[Data excerpts]

Start of Block

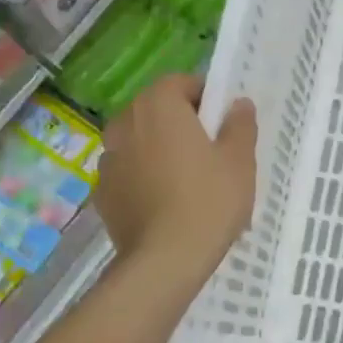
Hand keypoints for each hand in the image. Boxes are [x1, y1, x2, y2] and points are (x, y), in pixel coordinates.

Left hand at [95, 76, 256, 282]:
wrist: (165, 260)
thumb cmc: (209, 201)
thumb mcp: (239, 161)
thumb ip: (240, 125)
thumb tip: (238, 104)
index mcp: (158, 106)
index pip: (180, 82)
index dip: (204, 97)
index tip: (223, 122)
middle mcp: (125, 123)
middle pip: (155, 110)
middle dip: (180, 122)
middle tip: (209, 151)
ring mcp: (108, 158)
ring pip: (139, 141)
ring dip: (159, 149)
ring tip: (186, 180)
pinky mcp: (102, 191)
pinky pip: (129, 172)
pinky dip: (144, 177)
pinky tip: (165, 203)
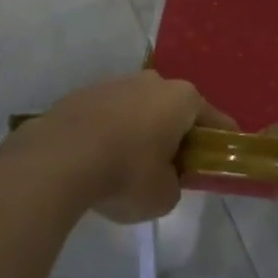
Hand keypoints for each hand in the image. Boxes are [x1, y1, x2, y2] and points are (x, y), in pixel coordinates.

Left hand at [23, 73, 232, 224]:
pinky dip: (109, 134)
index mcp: (182, 98)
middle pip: (174, 109)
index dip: (220, 142)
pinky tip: (97, 161)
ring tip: (127, 167)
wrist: (57, 160)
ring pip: (139, 109)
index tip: (220, 160)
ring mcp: (115, 83)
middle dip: (175, 135)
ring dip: (140, 132)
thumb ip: (174, 184)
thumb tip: (165, 178)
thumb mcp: (164, 196)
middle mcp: (152, 81)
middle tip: (170, 168)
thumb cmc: (125, 174)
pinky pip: (107, 116)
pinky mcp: (83, 94)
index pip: (215, 119)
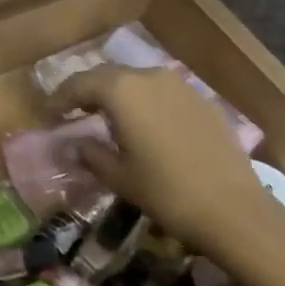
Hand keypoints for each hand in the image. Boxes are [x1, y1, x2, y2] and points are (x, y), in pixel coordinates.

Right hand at [52, 65, 284, 274]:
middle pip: (108, 76)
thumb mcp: (119, 176)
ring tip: (107, 116)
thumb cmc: (166, 192)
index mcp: (122, 91)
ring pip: (136, 81)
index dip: (60, 97)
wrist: (235, 210)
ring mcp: (179, 86)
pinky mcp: (201, 100)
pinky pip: (162, 93)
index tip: (49, 113)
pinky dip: (144, 102)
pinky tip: (144, 125)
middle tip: (73, 110)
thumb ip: (91, 153)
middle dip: (87, 91)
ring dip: (117, 94)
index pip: (80, 83)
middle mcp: (149, 77)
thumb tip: (77, 143)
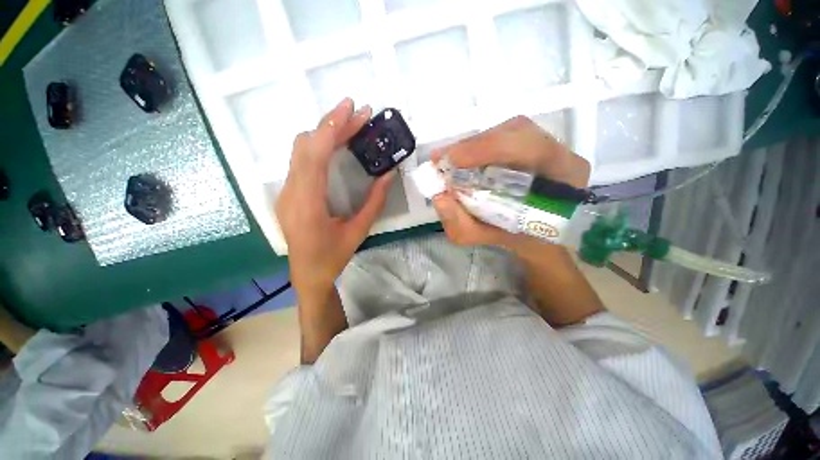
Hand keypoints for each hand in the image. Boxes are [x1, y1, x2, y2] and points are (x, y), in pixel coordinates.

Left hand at [276, 98, 394, 296]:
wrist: (307, 274)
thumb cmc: (333, 256)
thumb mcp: (359, 231)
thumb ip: (374, 201)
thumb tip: (388, 174)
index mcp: (307, 204)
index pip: (314, 154)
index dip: (331, 127)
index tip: (351, 108)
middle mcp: (291, 192)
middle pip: (306, 146)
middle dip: (332, 125)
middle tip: (359, 114)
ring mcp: (286, 191)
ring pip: (300, 150)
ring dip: (325, 133)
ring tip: (351, 127)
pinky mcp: (289, 192)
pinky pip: (301, 160)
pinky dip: (319, 146)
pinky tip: (337, 146)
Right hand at [431, 116, 590, 249]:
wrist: (540, 234)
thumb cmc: (518, 239)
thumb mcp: (487, 239)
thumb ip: (461, 225)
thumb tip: (439, 197)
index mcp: (562, 182)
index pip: (531, 149)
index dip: (486, 149)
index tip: (450, 160)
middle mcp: (562, 155)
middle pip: (517, 132)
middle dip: (474, 144)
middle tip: (443, 159)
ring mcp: (552, 145)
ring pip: (510, 130)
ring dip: (475, 144)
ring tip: (451, 160)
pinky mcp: (537, 144)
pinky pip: (507, 135)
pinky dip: (480, 145)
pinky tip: (465, 158)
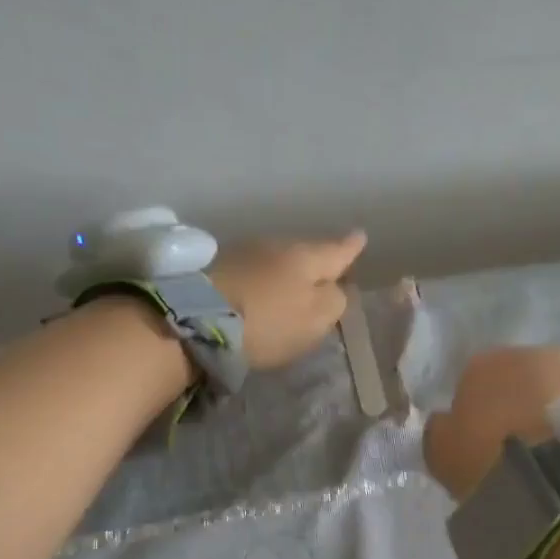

End of Block

Please repeat every record exactly as it stands, leaving out any pictures.

Hand keypoints for each hand in the image. Boxes are [x1, y1, x2, y2] and points are (x, y), in pixel coordinates.

Left hand at [95, 76, 256, 282]:
wrist: (165, 260)
thumb cmc: (209, 201)
thumb mcp: (239, 161)
thumb ip: (240, 125)
thumb tip: (238, 104)
index mcp: (158, 106)
index pip: (180, 82)
index dip: (204, 97)
index tip: (223, 122)
middle mcp: (125, 123)
middle pip: (155, 110)
middle dip: (180, 122)
middle tip: (209, 151)
ring mcp: (108, 158)
ring pip: (139, 141)
ring dip: (159, 149)
ring tip: (186, 180)
pinky mcp: (102, 191)
pinky pip: (129, 172)
pinky dip: (144, 177)
pinky tip: (165, 203)
Hand keypoints for each hand in the image. Boxes are [x1, y1, x2, y2] and points are (x, y), in pixel coordinates.

Left hand at [23, 73, 232, 224]:
pinky dip: (109, 134)
index mcp: (182, 98)
middle pip: (174, 109)
index dip: (220, 142)
pinky tip: (97, 161)
ring tip: (127, 167)
wrist: (57, 160)
ring pip: (139, 109)
index tip: (220, 160)
ring mcp: (115, 83)
middle dip: (175, 135)
ring dip: (140, 132)
thumb ip: (174, 184)
thumb tip: (165, 178)
thumb mcp: (164, 196)
middle mcp: (152, 81)
middle tip: (170, 168)
thumb cmc: (125, 174)
pinky pip: (107, 116)
pinky mcp: (83, 94)
index pip: (215, 119)
Hand keypoints for each hand in the image. Boxes are [x1, y1, x2, y2] and points are (x, y), in pixel coordinates.

Right hand at [52, 65, 284, 274]:
middle pip: (108, 76)
thumb mcp: (119, 176)
ring tip: (107, 116)
thumb cmc: (166, 192)
index mcp: (122, 91)
ring pip: (136, 81)
index dip: (60, 97)
wrist: (235, 210)
ring mcp: (179, 86)
pinky mcp: (201, 100)
pinky pip: (162, 93)
index tip: (49, 113)
pinky dip: (144, 102)
pinky tip: (144, 125)
middle tip: (73, 110)
thumb ip: (91, 153)
middle dip: (87, 91)
ring dip: (117, 94)
index pip: (80, 83)
middle mcp: (149, 77)
thumb tip: (77, 143)
Hand keypoints for each hand in the image. Boxes are [x1, y1, x2, y2] and points are (x, y), in pixel coordinates.

Left hand at [276, 98, 394, 296]:
wrist: (307, 274)
thumb cmc: (333, 256)
thumb mcp: (359, 231)
thumb ip: (374, 201)
thumb tip: (388, 174)
index mcp: (307, 204)
index pip: (314, 154)
index dip: (331, 127)
index tip: (351, 108)
middle mcp: (291, 192)
middle pip: (306, 146)
middle dip: (332, 125)
middle tip: (359, 114)
ring mcp: (286, 191)
ring pip: (300, 150)
ring dip: (325, 133)
ring tip: (351, 127)
pinky mcp: (289, 192)
pinky pip: (301, 160)
pinky dip: (319, 146)
pinky tip: (337, 146)
Right hand at [431, 116, 590, 249]:
wrist: (540, 234)
thumb cmc: (518, 239)
thumb mcp: (487, 239)
thumb ip: (461, 225)
thumb tip: (439, 197)
index mcp: (562, 182)
index pip: (531, 149)
index dip: (486, 149)
index tip: (450, 160)
middle mcp: (562, 155)
middle pip: (517, 132)
middle dip: (474, 144)
middle tip: (443, 159)
ring mcp: (552, 145)
ring pip: (510, 130)
ring dip: (475, 144)
ring tip: (451, 160)
pinky mcp: (537, 144)
pinky pip: (507, 135)
pinky dip: (480, 145)
pinky tip: (465, 158)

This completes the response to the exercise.